> **What is being asked**
Every entry below must appear again, exactly as written.

Data excerpts

BEGIN

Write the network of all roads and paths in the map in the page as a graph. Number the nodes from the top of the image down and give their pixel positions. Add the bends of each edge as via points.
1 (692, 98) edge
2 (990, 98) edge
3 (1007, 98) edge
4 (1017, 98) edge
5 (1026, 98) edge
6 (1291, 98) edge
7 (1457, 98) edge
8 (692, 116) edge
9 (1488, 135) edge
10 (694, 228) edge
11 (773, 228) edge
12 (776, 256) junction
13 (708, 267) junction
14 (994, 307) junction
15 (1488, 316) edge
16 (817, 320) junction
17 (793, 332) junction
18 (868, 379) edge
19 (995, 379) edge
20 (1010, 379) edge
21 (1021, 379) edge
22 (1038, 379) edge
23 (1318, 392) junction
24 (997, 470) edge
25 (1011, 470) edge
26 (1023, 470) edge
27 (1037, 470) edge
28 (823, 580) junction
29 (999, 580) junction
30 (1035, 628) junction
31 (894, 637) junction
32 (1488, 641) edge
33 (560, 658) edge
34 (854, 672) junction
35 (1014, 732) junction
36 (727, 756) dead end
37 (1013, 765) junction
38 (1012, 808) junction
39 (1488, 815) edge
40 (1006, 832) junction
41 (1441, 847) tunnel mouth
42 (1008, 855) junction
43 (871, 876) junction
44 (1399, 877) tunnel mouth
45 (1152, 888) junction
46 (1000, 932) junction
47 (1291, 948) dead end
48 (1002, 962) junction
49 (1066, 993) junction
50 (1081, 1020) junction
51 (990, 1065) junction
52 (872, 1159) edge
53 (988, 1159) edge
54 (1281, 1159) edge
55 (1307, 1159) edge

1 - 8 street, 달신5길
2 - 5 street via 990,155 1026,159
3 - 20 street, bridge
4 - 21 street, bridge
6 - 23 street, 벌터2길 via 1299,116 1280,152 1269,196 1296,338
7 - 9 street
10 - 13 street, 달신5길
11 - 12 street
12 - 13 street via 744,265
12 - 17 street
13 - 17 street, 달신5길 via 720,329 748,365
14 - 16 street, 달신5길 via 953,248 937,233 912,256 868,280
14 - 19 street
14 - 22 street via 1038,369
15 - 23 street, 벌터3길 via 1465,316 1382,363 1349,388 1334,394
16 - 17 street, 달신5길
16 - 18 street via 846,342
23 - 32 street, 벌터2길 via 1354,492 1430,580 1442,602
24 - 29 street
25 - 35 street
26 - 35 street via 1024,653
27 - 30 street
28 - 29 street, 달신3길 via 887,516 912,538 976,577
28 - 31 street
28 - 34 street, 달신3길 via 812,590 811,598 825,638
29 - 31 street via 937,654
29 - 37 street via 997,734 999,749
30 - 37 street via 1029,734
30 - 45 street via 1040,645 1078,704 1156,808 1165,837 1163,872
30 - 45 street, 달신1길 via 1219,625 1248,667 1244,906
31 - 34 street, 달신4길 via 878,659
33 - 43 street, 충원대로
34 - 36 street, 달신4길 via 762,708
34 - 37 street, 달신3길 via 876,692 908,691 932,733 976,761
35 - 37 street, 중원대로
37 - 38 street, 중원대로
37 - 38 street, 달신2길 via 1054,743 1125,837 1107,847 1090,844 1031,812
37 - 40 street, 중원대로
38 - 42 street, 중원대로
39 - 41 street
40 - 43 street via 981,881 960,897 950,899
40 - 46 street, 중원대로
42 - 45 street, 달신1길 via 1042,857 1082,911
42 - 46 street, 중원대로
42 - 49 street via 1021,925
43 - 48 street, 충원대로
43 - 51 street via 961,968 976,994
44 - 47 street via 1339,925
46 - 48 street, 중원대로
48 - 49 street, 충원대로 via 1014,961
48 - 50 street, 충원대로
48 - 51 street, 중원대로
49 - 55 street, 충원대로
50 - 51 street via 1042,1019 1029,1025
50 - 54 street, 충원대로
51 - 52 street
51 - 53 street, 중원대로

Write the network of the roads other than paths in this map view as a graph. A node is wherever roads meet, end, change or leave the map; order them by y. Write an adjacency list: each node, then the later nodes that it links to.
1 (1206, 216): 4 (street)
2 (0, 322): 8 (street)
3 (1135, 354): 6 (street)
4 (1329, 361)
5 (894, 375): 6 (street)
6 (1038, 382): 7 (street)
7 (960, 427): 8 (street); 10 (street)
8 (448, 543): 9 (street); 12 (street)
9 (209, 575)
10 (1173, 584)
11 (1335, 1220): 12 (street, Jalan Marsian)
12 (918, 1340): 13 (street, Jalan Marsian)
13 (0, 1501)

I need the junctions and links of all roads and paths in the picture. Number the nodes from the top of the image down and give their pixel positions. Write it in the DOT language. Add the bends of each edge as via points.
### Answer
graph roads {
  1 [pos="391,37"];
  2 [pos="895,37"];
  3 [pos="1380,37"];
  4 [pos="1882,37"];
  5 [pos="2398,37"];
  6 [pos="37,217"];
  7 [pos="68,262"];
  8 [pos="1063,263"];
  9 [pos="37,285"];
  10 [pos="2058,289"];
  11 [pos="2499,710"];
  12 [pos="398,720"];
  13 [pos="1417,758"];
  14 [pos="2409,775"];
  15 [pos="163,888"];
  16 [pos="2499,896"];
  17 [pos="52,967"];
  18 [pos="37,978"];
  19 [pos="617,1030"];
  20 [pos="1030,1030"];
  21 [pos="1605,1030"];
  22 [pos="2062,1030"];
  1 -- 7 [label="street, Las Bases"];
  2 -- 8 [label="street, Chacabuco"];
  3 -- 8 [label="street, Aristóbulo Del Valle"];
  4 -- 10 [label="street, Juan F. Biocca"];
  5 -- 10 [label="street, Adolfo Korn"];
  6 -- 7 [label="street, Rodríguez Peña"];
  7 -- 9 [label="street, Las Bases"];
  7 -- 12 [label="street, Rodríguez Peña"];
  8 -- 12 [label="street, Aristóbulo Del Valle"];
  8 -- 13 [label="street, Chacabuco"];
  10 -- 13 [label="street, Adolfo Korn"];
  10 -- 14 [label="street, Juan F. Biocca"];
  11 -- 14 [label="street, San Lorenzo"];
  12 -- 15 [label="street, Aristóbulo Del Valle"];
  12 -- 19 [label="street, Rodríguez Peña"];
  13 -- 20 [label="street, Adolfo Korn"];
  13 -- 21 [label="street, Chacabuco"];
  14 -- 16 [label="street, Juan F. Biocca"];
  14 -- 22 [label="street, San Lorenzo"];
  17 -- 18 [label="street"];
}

END

> **Response to this task**
Write the network of all roads and paths in the map in the page as a graph. Number the nodes from the top of the image down and give their pixel positions. Add the bends of each edge as via points.
1 (692, 98) edge
2 (990, 98) edge
3 (1007, 98) edge
4 (1017, 98) edge
5 (1026, 98) edge
6 (1291, 98) edge
7 (1457, 98) edge
8 (692, 116) edge
9 (1488, 135) edge
10 (694, 228) edge
11 (773, 228) edge
12 (776, 256) junction
13 (708, 267) junction
14 (994, 307) junction
15 (1488, 316) edge
16 (817, 320) junction
17 (793, 332) junction
18 (868, 379) edge
19 (995, 379) edge
20 (1010, 379) edge
21 (1021, 379) edge
22 (1038, 379) edge
23 (1318, 392) junction
24 (997, 470) edge
25 (1011, 470) edge
26 (1023, 470) edge
27 (1037, 470) edge
28 (823, 580) junction
29 (999, 580) junction
30 (1035, 628) junction
31 (894, 637) junction
32 (1488, 641) edge
33 (560, 658) edge
34 (854, 672) junction
35 (1014, 732) junction
36 (727, 756) dead end
37 (1013, 765) junction
38 (1012, 808) junction
39 (1488, 815) edge
40 (1006, 832) junction
41 (1441, 847) tunnel mouth
42 (1008, 855) junction
43 (871, 876) junction
44 (1399, 877) tunnel mouth
45 (1152, 888) junction
46 (1000, 932) junction
47 (1291, 948) dead end
48 (1002, 962) junction
49 (1066, 993) junction
50 (1081, 1020) junction
51 (990, 1065) junction
52 (872, 1159) edge
53 (988, 1159) edge
54 (1281, 1159) edge
55 (1307, 1159) edge

1 - 8 street, 달신5길
2 - 5 street via 990,155 1026,159
3 - 20 street, bridge
4 - 21 street, bridge
6 - 23 street, 벌터2길 via 1299,116 1280,152 1269,196 1296,338
7 - 9 street
10 - 13 street, 달신5길
11 - 12 street
12 - 13 street via 744,265
12 - 17 street
13 - 17 street, 달신5길 via 720,329 748,365
14 - 16 street, 달신5길 via 953,248 937,233 912,256 868,280
14 - 19 street
14 - 22 street via 1038,369
15 - 23 street, 벌터3길 via 1465,316 1382,363 1349,388 1334,394
16 - 17 street, 달신5길
16 - 18 street via 846,342
23 - 32 street, 벌터2길 via 1354,492 1430,580 1442,602
24 - 29 street
25 - 35 street
26 - 35 street via 1024,653
27 - 30 street
28 - 29 street, 달신3길 via 887,516 912,538 976,577
28 - 31 street
28 - 34 street, 달신3길 via 812,590 811,598 825,638
29 - 31 street via 937,654
29 - 37 street via 997,734 999,749
30 - 37 street via 1029,734
30 - 45 street via 1040,645 1078,704 1156,808 1165,837 1163,872
30 - 45 street, 달신1길 via 1219,625 1248,667 1244,906
31 - 34 street, 달신4길 via 878,659
33 - 43 street, 충원대로
34 - 36 street, 달신4길 via 762,708
34 - 37 street, 달신3길 via 876,692 908,691 932,733 976,761
35 - 37 street, 중원대로
37 - 38 street, 중원대로
37 - 38 street, 달신2길 via 1054,743 1125,837 1107,847 1090,844 1031,812
37 - 40 street, 중원대로
38 - 42 street, 중원대로
39 - 41 street
40 - 43 street via 981,881 960,897 950,899
40 - 46 street, 중원대로
42 - 45 street, 달신1길 via 1042,857 1082,911
42 - 46 street, 중원대로
42 - 49 street via 1021,925
43 - 48 street, 충원대로
43 - 51 street via 961,968 976,994
44 - 47 street via 1339,925
46 - 48 street, 중원대로
48 - 49 street, 충원대로 via 1014,961
48 - 50 street, 충원대로
48 - 51 street, 중원대로
49 - 55 street, 충원대로
50 - 51 street via 1042,1019 1029,1025
50 - 54 street, 충원대로
51 - 52 street
51 - 53 street, 중원대로

Write the network of the roads other than paths in this map view as a graph. A node is wherever roads meet, end, change or leave the map; order them by y. Write an adjacency list: each node, then the later nodes that it links to.
1 (1206, 216): 4 (street)
2 (0, 322): 8 (street)
3 (1135, 354): 6 (street)
4 (1329, 361)
5 (894, 375): 6 (street)
6 (1038, 382): 7 (street)
7 (960, 427): 8 (street); 10 (street)
8 (448, 543): 9 (street); 12 (street)
9 (209, 575)
10 (1173, 584)
11 (1335, 1220): 12 (street, Jalan Marsian)
12 (918, 1340): 13 (street, Jalan Marsian)
13 (0, 1501)

I need the junctions and links of all roads and paths in the picture. Number the nodes from the top of the image down and give their pixel positions. Write it in the DOT language. Add the bends of each edge as via points.
### Answer
graph roads {
  1 [pos="391,37"];
  2 [pos="895,37"];
  3 [pos="1380,37"];
  4 [pos="1882,37"];
  5 [pos="2398,37"];
  6 [pos="37,217"];
  7 [pos="68,262"];
  8 [pos="1063,263"];
  9 [pos="37,285"];
  10 [pos="2058,289"];
  11 [pos="2499,710"];
  12 [pos="398,720"];
  13 [pos="1417,758"];
  14 [pos="2409,775"];
  15 [pos="163,888"];
  16 [pos="2499,896"];
  17 [pos="52,967"];
  18 [pos="37,978"];
  19 [pos="617,1030"];
  20 [pos="1030,1030"];
  21 [pos="1605,1030"];
  22 [pos="2062,1030"];
  1 -- 7 [label="street, Las Bases"];
  2 -- 8 [label="street, Chacabuco"];
  3 -- 8 [label="street, Aristóbulo Del Valle"];
  4 -- 10 [label="street, Juan F. Biocca"];
  5 -- 10 [label="street, Adolfo Korn"];
  6 -- 7 [label="street, Rodríguez Peña"];
  7 -- 9 [label="street, Las Bases"];
  7 -- 12 [label="street, Rodríguez Peña"];
  8 -- 12 [label="street, Aristóbulo Del Valle"];
  8 -- 13 [label="street, Chacabuco"];
  10 -- 13 [label="street, Adolfo Korn"];
  10 -- 14 [label="street, Juan F. Biocca"];
  11 -- 14 [label="street, San Lorenzo"];
  12 -- 15 [label="street, Aristóbulo Del Valle"];
  12 -- 19 [label="street, Rodríguez Peña"];
  13 -- 20 [label="street, Adolfo Korn"];
  13 -- 21 [label="street, Chacabuco"];
  14 -- 16 [label="street, Juan F. Biocca"];
  14 -- 22 [label="street, San Lorenzo"];
  17 -- 18 [label="street"];
}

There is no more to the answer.